Is that not ironic? We cannot have torchships even if we HAD sustained fusion because the heat produced is too much.

So what could we use sustained fusion for anyway?

Did not. Mean to post twice. Delete second post please.

We didn't use the first rockets to go to space, Chinese intially used them as fireworks :P

Fusion, controlled, and producing more energy than it consumes is legit a game-changer; once you have it you now can take all that nasty radioactive waste from your Fission Plants and blast it with neutrons until it decays into nothing (Just....don't be anywhere near this, the radiation would be incredible). You also can now breed all the Uranium, Plutonium and Fissionables you want; yes they can absolutely be used for bombs. But they can also go into RTGs, NTR's and everything else you need them for. You also now have access to energies absolutely inconceivable before, so our colliders, lasers and other energy-limited experiments can push harder.

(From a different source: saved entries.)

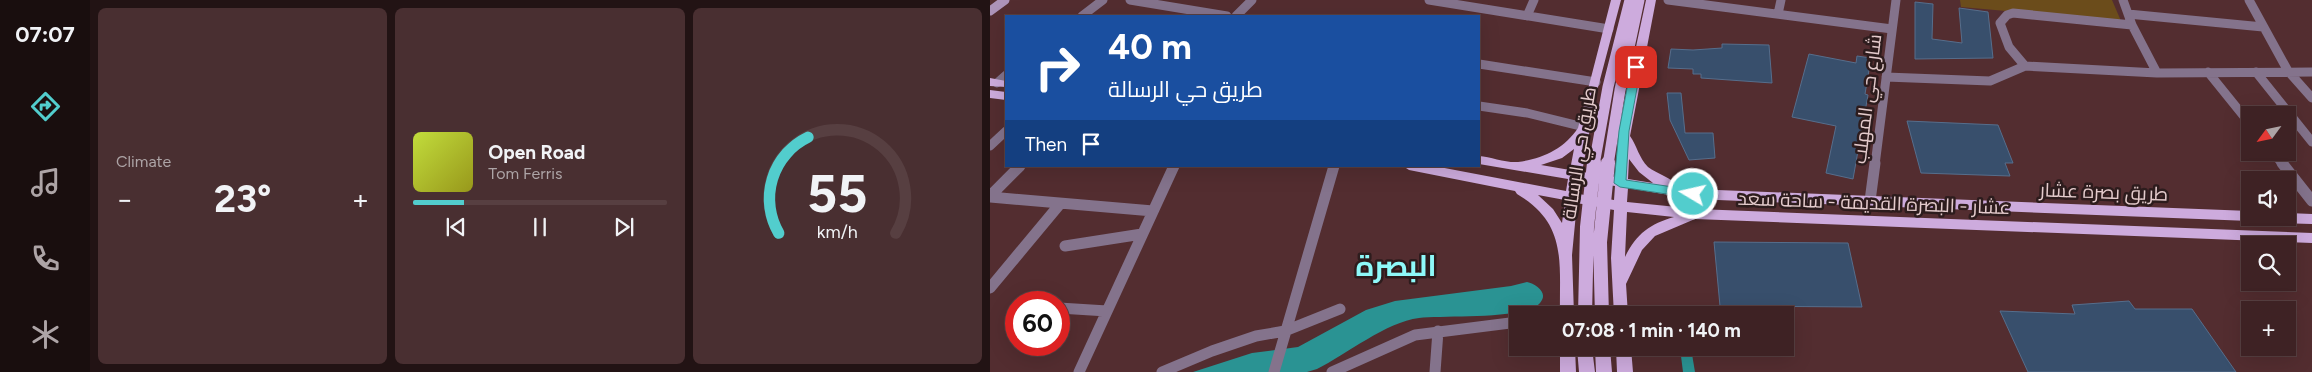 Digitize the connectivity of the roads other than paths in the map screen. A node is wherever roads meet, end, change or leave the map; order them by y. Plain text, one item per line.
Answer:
1 (1005, 0) edge
2 (1103, 0) edge
3 (1130, 0) edge
4 (1252, 0) edge
5 (1429, 0) edge
6 (1534, 0) edge
7 (1616, 0) edge
8 (1630, 0) edge
9 (1639, 0) edge
10 (1651, 0) edge
11 (1668, 0) edge
12 (1781, 0) edge
13 (1896, 0) edge
14 (2124, 0) edge
15 (2249, 0) edge
16 (990, 11) edge
17 (1778, 14) junction
18 (2128, 14) junction
19 (1083, 15) edge
20 (1221, 15) edge
21 (1237, 15) edge
22 (1527, 16) junction
23 (2132, 25) junction
24 (2264, 27) junction
25 (1608, 29) junction
26 (1892, 29) junction
27 (1480, 64) edge
28 (2026, 66) junction
29 (2208, 72) junction
30 (2256, 72) junction
31 (2288, 72) junction
32 (2312, 72) edge
33 (2157, 73) junction
34 (1886, 76) junction
35 (1596, 82) junction
36 (990, 94) edge
37 (1005, 96) edge
38 (2312, 98) edge
39 (1480, 106) edge
40 (2241, 113) edge
41 (1584, 126) junction
42 (1624, 131) junction
43 (1005, 132) edge
44 (2312, 142) edge
45 (990, 146) edge
46 (1480, 160) edge
47 (2280, 161) edge
48 (1504, 165) junction
49 (1019, 167) edge
50 (1174, 167) edge
51 (1334, 167) edge
52 (1414, 167) edge
53 (1576, 176) junction
54 (1620, 183) junction
55 (1512, 186) junction
56 (991, 193) edge
57 (1694, 194) junction
58 (1573, 198) junction
59 (1870, 201) junction
60 (2312, 201) edge
61 (1060, 204) junction
62 (1620, 206) junction
63 (1153, 211) junction
64 (1697, 214) junction
65 (2241, 216) edge
66 (2296, 219) edge
67 (2312, 219) edge
68 (1142, 234) junction
69 (2312, 238) edge
70 (1065, 246) dead end
71 (1566, 248) junction
72 (1619, 285) junction
73 (990, 288) edge
74 (1567, 306) edge
75 (1585, 306) edge
76 (1602, 306) edge
77 (1620, 306) edge
78 (1070, 309) edge
79 (1340, 309) dead end
80 (1107, 311) junction
81 (1509, 323) edge
82 (1438, 332) junction
83 (1283, 337) junction
84 (1568, 356) edge
85 (1585, 356) edge
86 (1603, 356) edge
87 (1624, 356) edge
88 (1078, 372) edge
89 (1162, 372) edge
90 (1274, 372) edge
91 (1332, 372) edge
92 (1435, 372) edge
93 (1568, 372) edge
94 (1586, 372) edge
95 (1604, 372) edge
96 (1625, 372) edge

1 - 16 street
2 - 19 street
3 - 20 street
4 - 21 street
5 - 22 street
6 - 22 street
7 - 25 main road
8 - 75 main road, طريق حي الرسالة, bridge
9 - 76 main road, طريق حي الرسالة, bridge
10 - 42 main road
11 - 17 street
12 - 17 street
13 - 26 street, شارع حي المهلب
14 - 18 street
15 - 24 street
17 - 26 street
18 - 23 street
18 - 24 street
22 - 25 street
23 - 28 street
23 - 33 street
24 - 31 street
25 - 35 main road
26 - 34 street, شارع حي المهلب
27 - 35 street
28 - 33 street
28 - 34 street
29 - 30 street
29 - 33 street
29 - 40 street
30 - 31 street
30 - 44 street
31 - 32 street
31 - 38 street
34 - 59 street, شارع حي المهلب
35 - 41 main road
36 - 37 main road
39 - 41 street
41 - 48 main road
41 - 53 main road
42 - 54 main road
42 - 57 main road
43 - 45 street
46 - 48 main road, طريق بصرة عشار
47 - 60 street
48 - 53 main road, طريق بصرة عشار
49 - 56 street
50 - 63 street
51 - 83 street
52 - 55 main road, عشار - البصرة القديمة - ساحة سعد
53 - 54 main road, طريق بصرة عشار
53 - 58 main road
54 - 57 main road, طريق بصرة عشار
54 - 62 main road
55 - 58 main road, عشار - البصرة القديمة - ساحة سعد
55 - 71 main road
56 - 61 street
57 - 59 main road, طريق بصرة عشار
58 - 62 main road, عشار - البصرة القديمة - ساحة سعد
58 - 71 main road
59 - 65 main road, طريق بصرة عشار
61 - 63 street
61 - 73 street
62 - 64 main road, عشار - البصرة القديمة - ساحة سعد
62 - 72 main road
63 - 68 street
64 - 69 main road, عشار - البصرة القديمة - ساحة سعد
64 - 72 main road
66 - 67 main road
68 - 70 street
68 - 80 street
71 - 74 main road
72 - 77 main road
78 - 80 street
79 - 83 street
80 - 88 street
81 - 82 street
82 - 91 street
82 - 92 street
83 - 89 street
83 - 90 street
84 - 93 main road
85 - 94 main road
86 - 95 main road
87 - 96 main road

Basically Fusion makes your Fission "Cleaner", and allows you to create as much fuel as you want (Or even any other material.....as long as the decay chains are there). It allows you to use materials in ways that were previously uneconomical, and run your experiments to find new ones. No; we probably won't see a direct fusion drive for decades, if not a century at least after we get the first truly viable Fusion reactor.

But we don't need the torchships for now, we'll be plenty busy with our new "Fireworks".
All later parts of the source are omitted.